Berita seputar Perusahaan Listrik Negara (PLN) tampaknya tak jauh dari kisah-kisah pilu. Tahun lalu perusahaan milik negara ini membukukan kerugian paling besar sepanjang sejarahnya: Rp 22,5 triliun. Jadi, bila angka itu dirata-rata, setiap bulan PLN rugi Rp 1,8 triliun. Atau, kalau dihitung harian, setiap hari pabrik setrum ini harus nombok Rp 62 miliar. Luar biasa.

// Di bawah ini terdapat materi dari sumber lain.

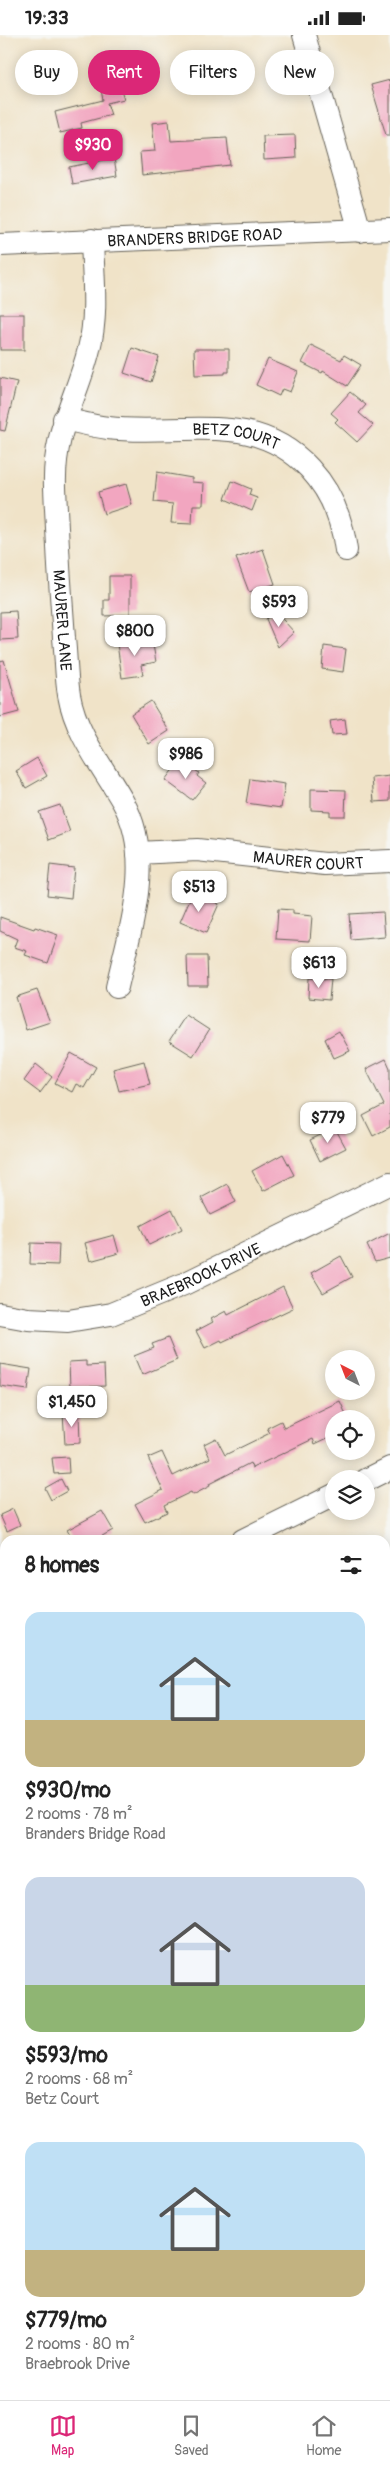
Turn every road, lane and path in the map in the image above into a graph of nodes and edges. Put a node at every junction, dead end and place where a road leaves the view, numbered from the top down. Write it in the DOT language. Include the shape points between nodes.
graph roads {
  1 [pos="304,35"];
  2 [pos="390,229"];
  3 [pos="360,231"];
  4 [pos="92,241"];
  5 [pos="0,245"];
  6 [pos="64,419"];
  7 [pos="346,550"];
  8 [pos="138,853"];
  9 [pos="390,861"];
  10 [pos="117,987"];
  11 [pos="390,1183"];
  12 [pos="0,1314"];
  13 [pos="390,1468"];
  14 [pos="375,1475"];
  15 [pos="325,1499"];
  16 [pos="252,1535"];
  1 -- 3 [label="street"];
  2 -- 3 [label="street, BRANDERS BRIDGE ROAD"];
  3 -- 4 [label="street, BRANDERS BRIDGE ROAD"];
  4 -- 5 [label="street, BRANDERS BRIDGE ROAD"];
  4 -- 6 [label="street, MAURER LANE" via="94,317 90,347"];
  6 -- 7 [label="street, BETZ COURT" via="108,428 230,430 270,441 308,467 326,488 337,509"];
  6 -- 8 [label="street, MAURER LANE" via="55,484 69,695 84,736 125,804"];
  8 -- 9 [label="street, MAURER COURT" via="197,850 325,865"];
  8 -- 10 [label="street, MAURER LANE" via="139,876"];
  11 -- 12 [label="street, BRAEBROOK DRIVE" via="184,1285 111,1314 68,1321"];
  13 -- 14 [label="street"];
  15 -- 16 [label="street"];
}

Jumlah itu setara dengan bunga utang luar negeri Indonesia yang harus dibayar pemerintah tahun lalu. Untuk PLN, jumlah ini naik hampir dua kali lipat dari tahun 1999 yang cuma Rp 11,37 triliun. Rupanya, pendapatan operasi Rp 22,7 triliun tidak mampu menutup pengeluaran operasi yang mencapai Rp 30,3 triliun. Kondisi buruk itu diperparah oleh subsidi pemerintah Rp 3,9 triliun yang tidak turun tahun lalu, ditambah harga jual gas ke PLN yang lebih mahal ketimbang ke pabrik pupuk.
Kalau subsidi pemerintah itu tetap tak dibayarkan, artinya dua kali berturut-turut subsidi itu tidak dikucurkan. Padahal, menurut Direktur Keuangan PLN, Parno Isworo, subsidi tahun 2001 besarnya akan sekitar Rp 4,1 triliun?dengan asumsi ada kenaikan harga minyak dan penyusutan aset PLN. "Akan sangat berat untuk operasi PLN jika subsidi pemerintah tidak diberikan," katanya.
Toh, kondisi PLN itu tak membuat semua orang lantas pesimistis. Menteri Energi dan Sumber Daya Mineral, Purnomo Yusgiantoro, termasuk yang optimistis, mengingat aset PLN yang sekitar Rp 70 triliun. "Nilainya bahkan bisa mencapai US$ 190 miliar jika sudah direvaluasi," katanya kepada Tempo beberapa waktu lalu. Selain itu, PLN masih punya jurus lain untuk bertahan. Kata Menteri Purnomo dalam pertemuan dengan DPR, pemerintah sedang mempertimbangkan untuk melakukan debt to equity swap sebesar Rp 25 triliun atas tunggakan bunga dan denda utang PLN kepada pemerintah. Dengan jurus itu, kerugian tahun ini bisa ditekan menjadi "cuma" Rp 4,4 triliun.